To help you implement this scenario I have provided a few downloadable source code examples including:

  • An example business application SAMLBusinessAppEAR.ear written as a J2EE/jsp application which includes source and a WS-Trust client that calls the TFIM STS. This example app uses a simple JAX-RPC bsaed WS-Trust client that has appeared in some of my previous articles, however you could use any WS-Trust client including those referenced in my WS-Trust clients article. In the application as it is currently written the WS-Trust client assumes TFIM is running on the same host without transport security (it uses http://localhost:9080/TrustServer/SecurityTokenService as the WS-Trust endpoint).
  • An example javascript mapping module that can be used in the custom STS chain to store attribute information in the WebSphere distributed map.
  • An example javascript mapping module that can be used in the TFIM SAML 1.1 IDP configuration to retrieve attribute information from the WebSphere distributed map. If you want to use a different federation type, just base your mapping module on the default shipped with TFIM and use the extra code found in this one to populate the AttributeList.

Configuring and Testing the Scenario

You should create a custom STS chain in TFIM with structure:

  • STSUU(validate)
  • Map(use the first mapping rule listed above)
  • STSUU(issue)
  • Other properties of the custom chain should look like those shown in this picture (they must match the configuration for the STS client built into the demo business app):

    Your SAML partner configuration should use the second javascript mapping rule shown in the example above.

    The way I tested this scenario was to install the example business app on the same WebSphere server as TFIM – but this is absolutely not a requirement. Be sure to modify the configuration properties at the top of the index.jsp file contained in the application to match your environment including the connection properties to your TFIM server, and the SSO URL for triggering SSO to your SAML partner.

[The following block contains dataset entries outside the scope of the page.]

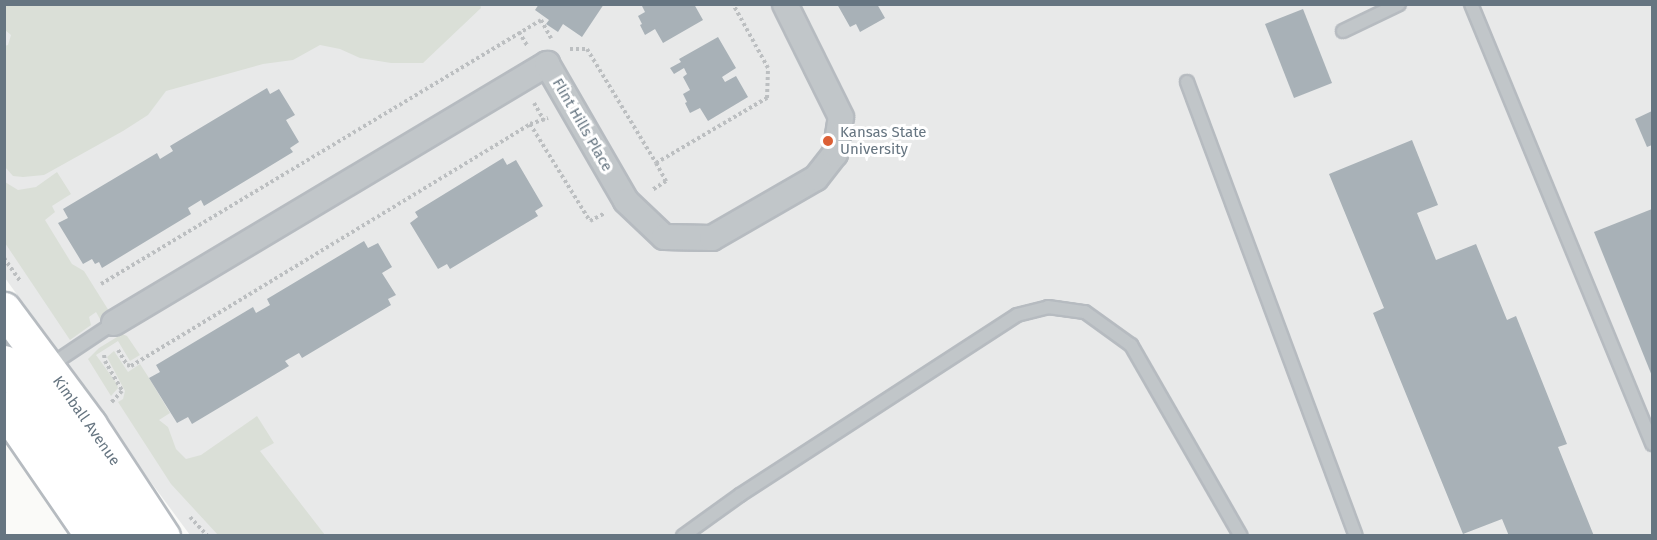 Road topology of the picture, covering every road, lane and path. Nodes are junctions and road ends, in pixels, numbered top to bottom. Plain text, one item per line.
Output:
1 (733, 4) edge
2 (784, 4) edge
3 (1399, 4) edge
4 (1471, 4) edge
5 (1343, 31) dead end
6 (552, 39) dead end
7 (587, 49) dead end
8 (1187, 82) dead end
9 (656, 164) junction
10 (666, 181) dead end
11 (590, 221) dead end
12 (101, 284) dead end
13 (4, 309) edge
14 (114, 323) joint
15 (4, 362) edge
16 (48, 367) junction
17 (108, 405) dead end
18 (4, 408) edge
19 (1653, 444) edge
20 (92, 536) edge
21 (127, 536) edge
22 (163, 536) edge
23 (683, 536) edge
24 (1241, 536) edge
25 (1356, 536) edge

1 - 9 path
2 - 14 street, Flint Hills Place
3 - 5 lane
4 - 19 lane
6 - 12 path
7 - 9 path
8 - 25 lane
9 - 10 path
11 - 17 path
13 - 16 main road, Kimball Avenue
14 - 16 lane
15 - 21 main road
16 - 22 main road, Kimball Avenue
18 - 20 main road
23 - 24 lane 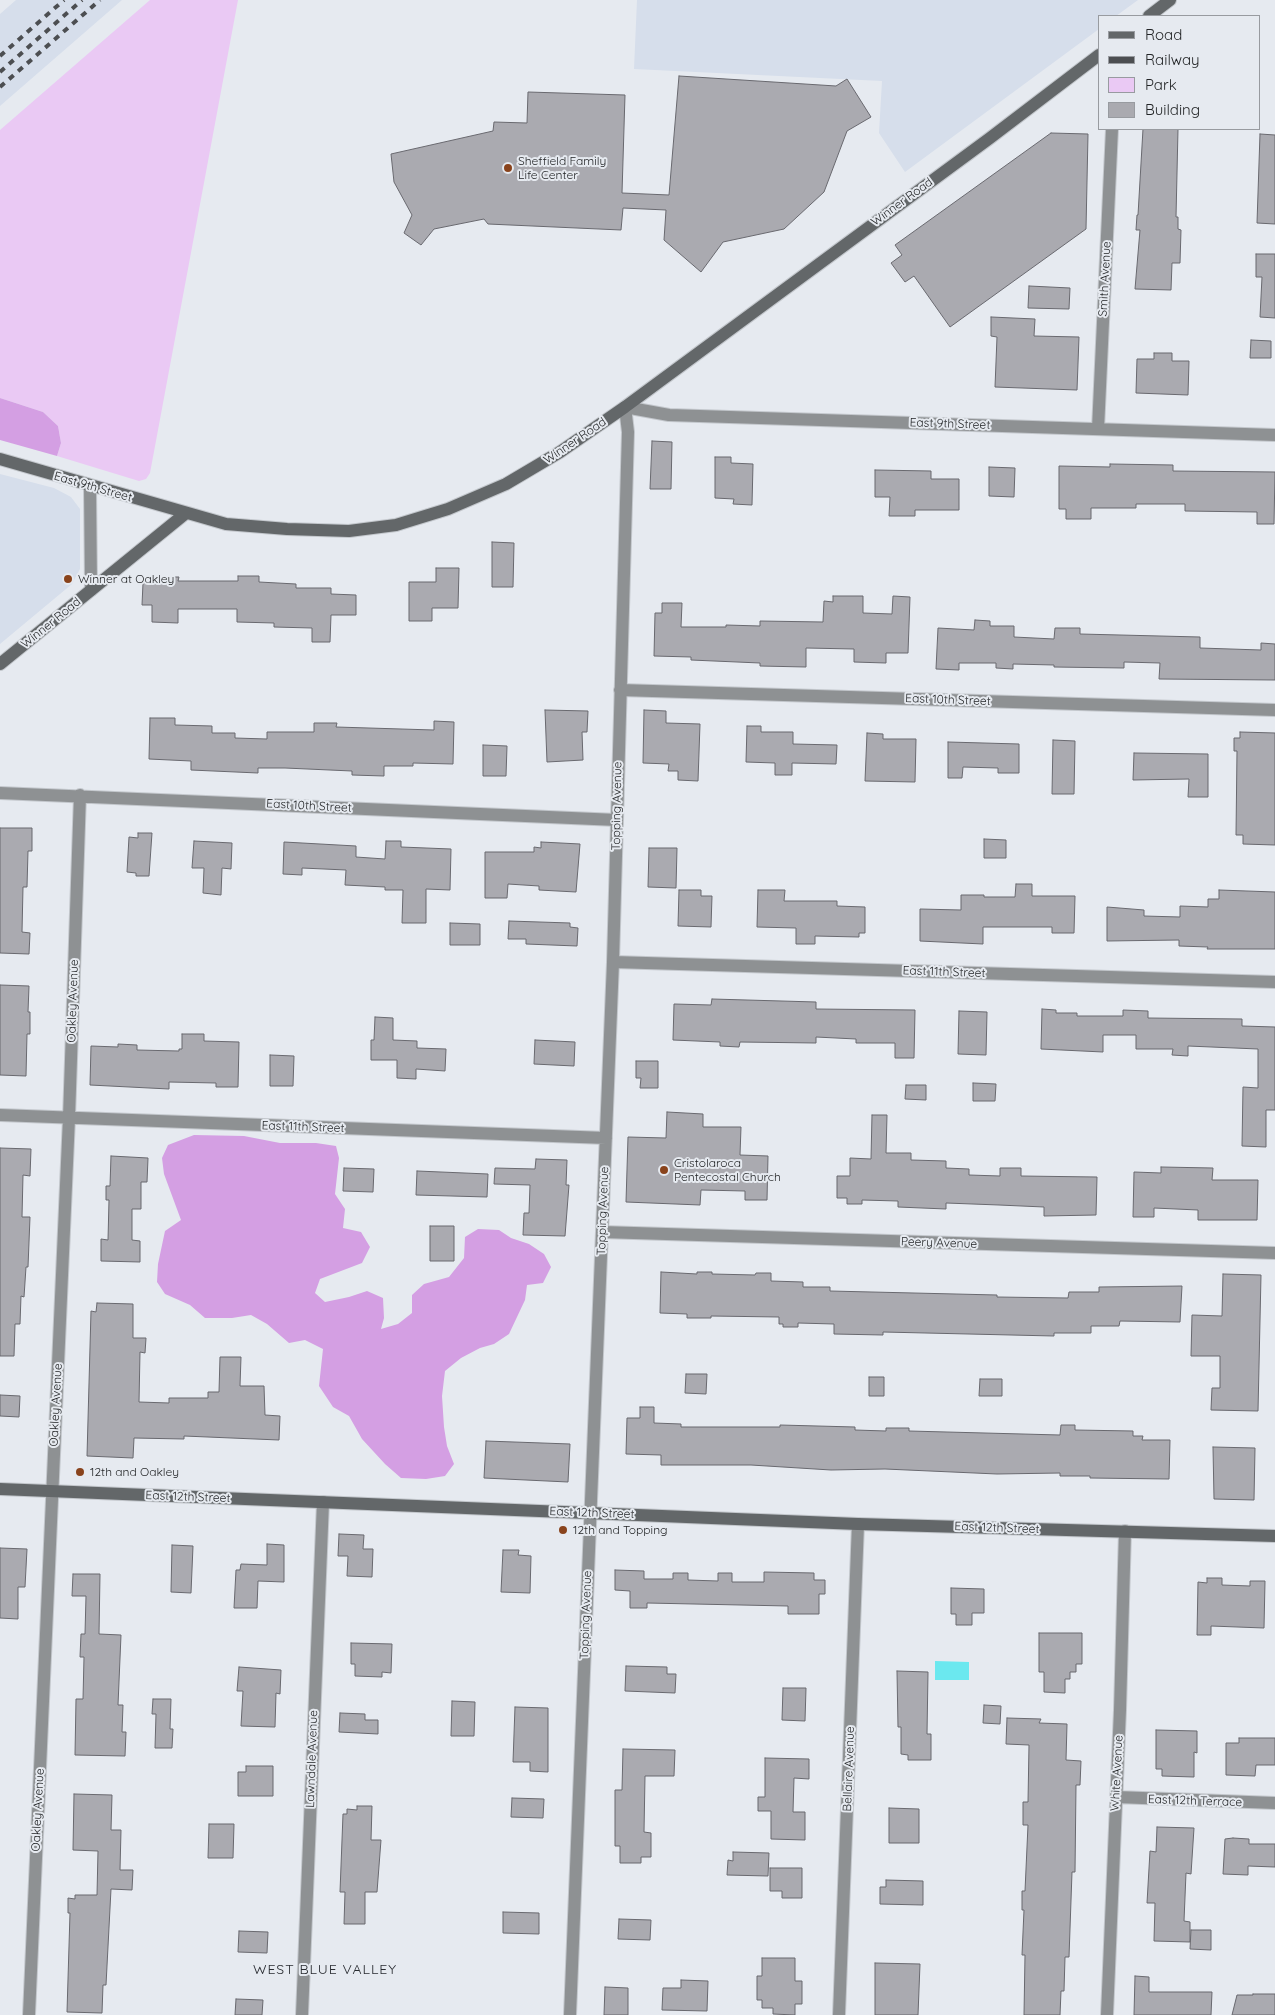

    You also to ensure that the business application (index.jsp in the sample ear) received the tagvalue_user_session_id attribute from the TAM credential as a HTTP header. To do this I used the following TAM administration command:

    pdadmin> object modify /WebSEAL/your_webseal_object/your_junction set attribute HTTP-Tag-Value user_session_id=user_session_id
    

    Note that in the above command your_webseal_object should be for the WebSEAL server in your environment. Do “object list /WebSEAL” if you don’t know what it is. Also your_junction should be the junction to the WebSphere running the business application (this could be the /FIM junction for example if the EAR is running on the TFIM server like it was when I tested the scenario).

    The result of running the scenario is that the SAML assertion generated as part of the SSO to the partner included the business attributes that the index.jsp puts into the STSUU before calling the TFIM STS.

    And, as I wrap up this article, I just thought of some other techniques if your business app is not behind WebSEAL and doesn’t have access to the user_session_id. You could easily generate your own “lookup key” in the business app instead of using the WebSEAL session id, then include that key in the TARGET parameter of the redirect to the TFIM SSO URL. This will be available to your TFIM IDP mapping rule in the STSUU as well, and you could unmarshall the query string and extract the lookup key from there. There are lots of options – you just have to keep thinking!